--- EXERCISE INPUTS Enclosed Below ---

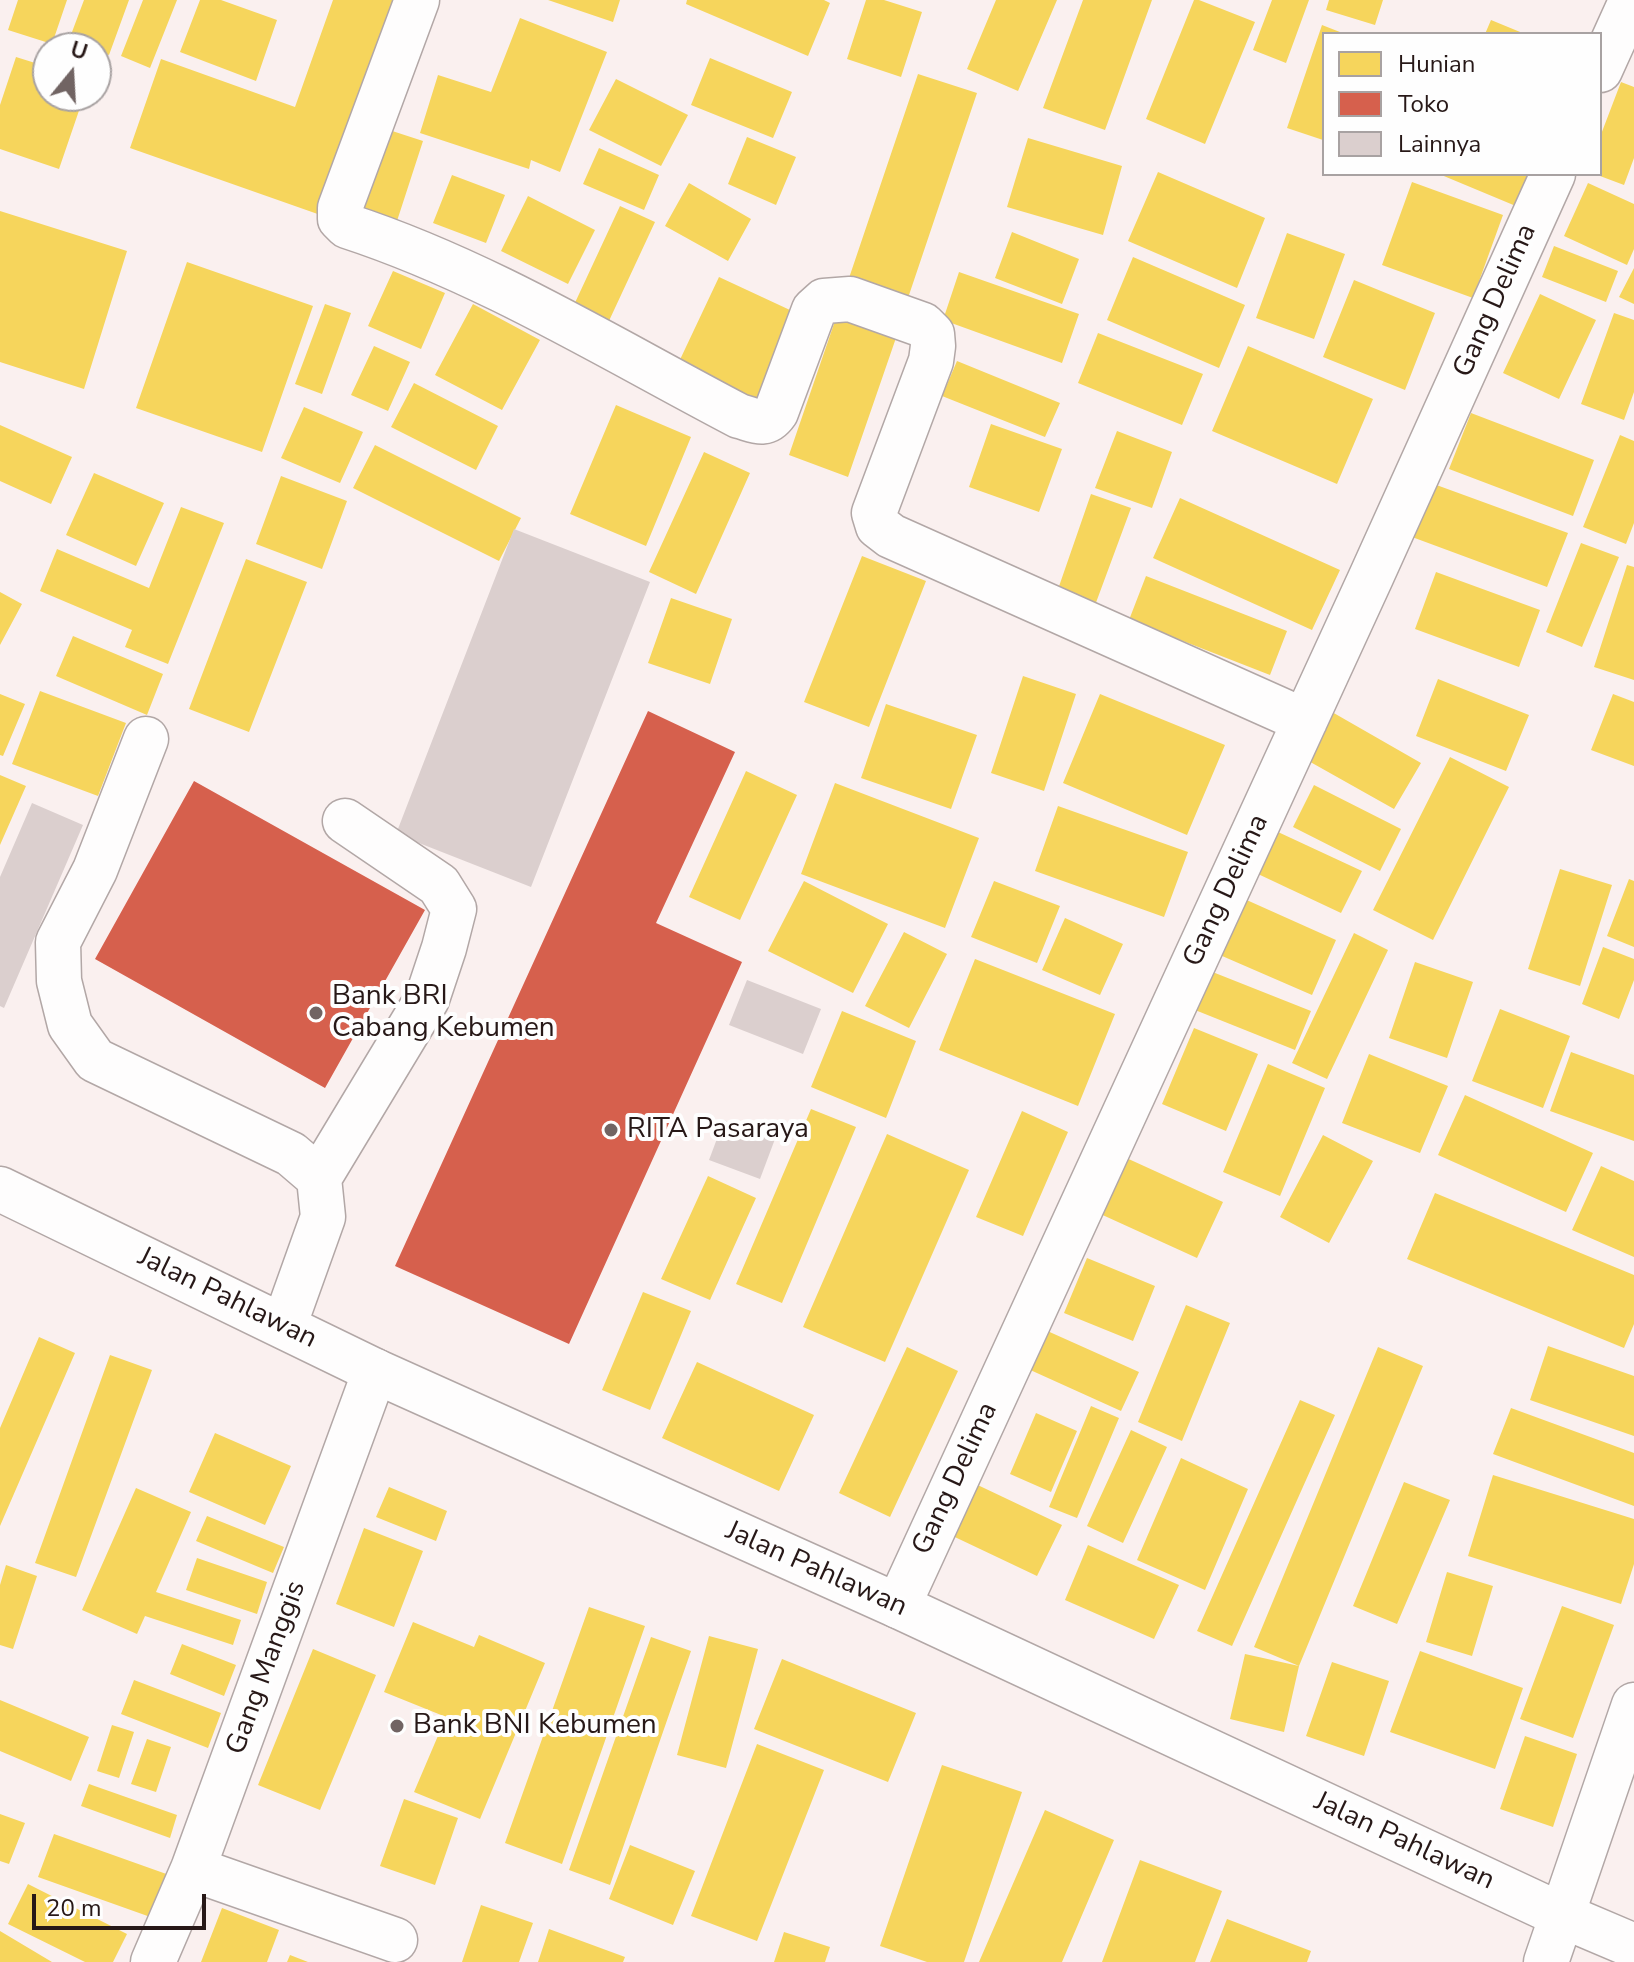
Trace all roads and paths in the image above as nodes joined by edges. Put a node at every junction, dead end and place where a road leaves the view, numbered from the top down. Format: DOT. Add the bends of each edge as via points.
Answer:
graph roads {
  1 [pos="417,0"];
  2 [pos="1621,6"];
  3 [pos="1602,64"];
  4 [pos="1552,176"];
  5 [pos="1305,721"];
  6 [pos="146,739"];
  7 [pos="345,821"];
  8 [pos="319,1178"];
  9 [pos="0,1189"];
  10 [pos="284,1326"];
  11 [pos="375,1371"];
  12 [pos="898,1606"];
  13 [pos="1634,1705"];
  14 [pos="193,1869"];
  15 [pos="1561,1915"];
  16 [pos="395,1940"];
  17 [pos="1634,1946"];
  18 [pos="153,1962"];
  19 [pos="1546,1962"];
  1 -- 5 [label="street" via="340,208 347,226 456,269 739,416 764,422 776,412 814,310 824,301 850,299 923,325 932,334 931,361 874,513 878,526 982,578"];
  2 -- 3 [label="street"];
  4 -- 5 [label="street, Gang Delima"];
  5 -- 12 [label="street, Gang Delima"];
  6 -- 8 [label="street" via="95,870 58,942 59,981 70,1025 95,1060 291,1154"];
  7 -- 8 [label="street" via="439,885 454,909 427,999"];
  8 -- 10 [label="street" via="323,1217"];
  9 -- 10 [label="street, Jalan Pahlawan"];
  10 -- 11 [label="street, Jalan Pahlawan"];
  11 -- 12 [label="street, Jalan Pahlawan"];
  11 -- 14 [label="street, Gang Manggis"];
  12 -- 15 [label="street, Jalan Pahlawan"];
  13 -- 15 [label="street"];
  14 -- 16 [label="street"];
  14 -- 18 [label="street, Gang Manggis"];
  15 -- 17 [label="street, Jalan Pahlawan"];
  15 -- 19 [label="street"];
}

--- End of Enclosed EXERCISE INPUTS ---

TASK OBJECTIVE:
Reproduce all of the entries exactly as they appear, though any picture they include must be omitted.

SOLUTION FOR THIS EXERCISE:
Trace all roads and paths in the image above as nodes joined by edges. Put a node at every junction, dead end and place where a road leaves the view, numbered from the top down. Format: DOT. Add the bends of each edge as via points.
Answer:
graph roads {
  1 [pos="417,0"];
  2 [pos="1621,6"];
  3 [pos="1602,64"];
  4 [pos="1552,176"];
  5 [pos="1305,721"];
  6 [pos="146,739"];
  7 [pos="345,821"];
  8 [pos="319,1178"];
  9 [pos="0,1189"];
  10 [pos="284,1326"];
  11 [pos="375,1371"];
  12 [pos="898,1606"];
  13 [pos="1634,1705"];
  14 [pos="193,1869"];
  15 [pos="1561,1915"];
  16 [pos="395,1940"];
  17 [pos="1634,1946"];
  18 [pos="153,1962"];
  19 [pos="1546,1962"];
  1 -- 5 [label="street" via="340,208 347,226 456,269 739,416 764,422 776,412 814,310 824,301 850,299 923,325 932,334 931,361 874,513 878,526 982,578"];
  2 -- 3 [label="street"];
  4 -- 5 [label="street, Gang Delima"];
  5 -- 12 [label="street, Gang Delima"];
  6 -- 8 [label="street" via="95,870 58,942 59,981 70,1025 95,1060 291,1154"];
  7 -- 8 [label="street" via="439,885 454,909 427,999"];
  8 -- 10 [label="street" via="323,1217"];
  9 -- 10 [label="street, Jalan Pahlawan"];
  10 -- 11 [label="street, Jalan Pahlawan"];
  11 -- 12 [label="street, Jalan Pahlawan"];
  11 -- 14 [label="street, Gang Manggis"];
  12 -- 15 [label="street, Jalan Pahlawan"];
  13 -- 15 [label="street"];
  14 -- 16 [label="street"];
  14 -- 18 [label="street, Gang Manggis"];
  15 -- 17 [label="street, Jalan Pahlawan"];
  15 -- 19 [label="street"];
}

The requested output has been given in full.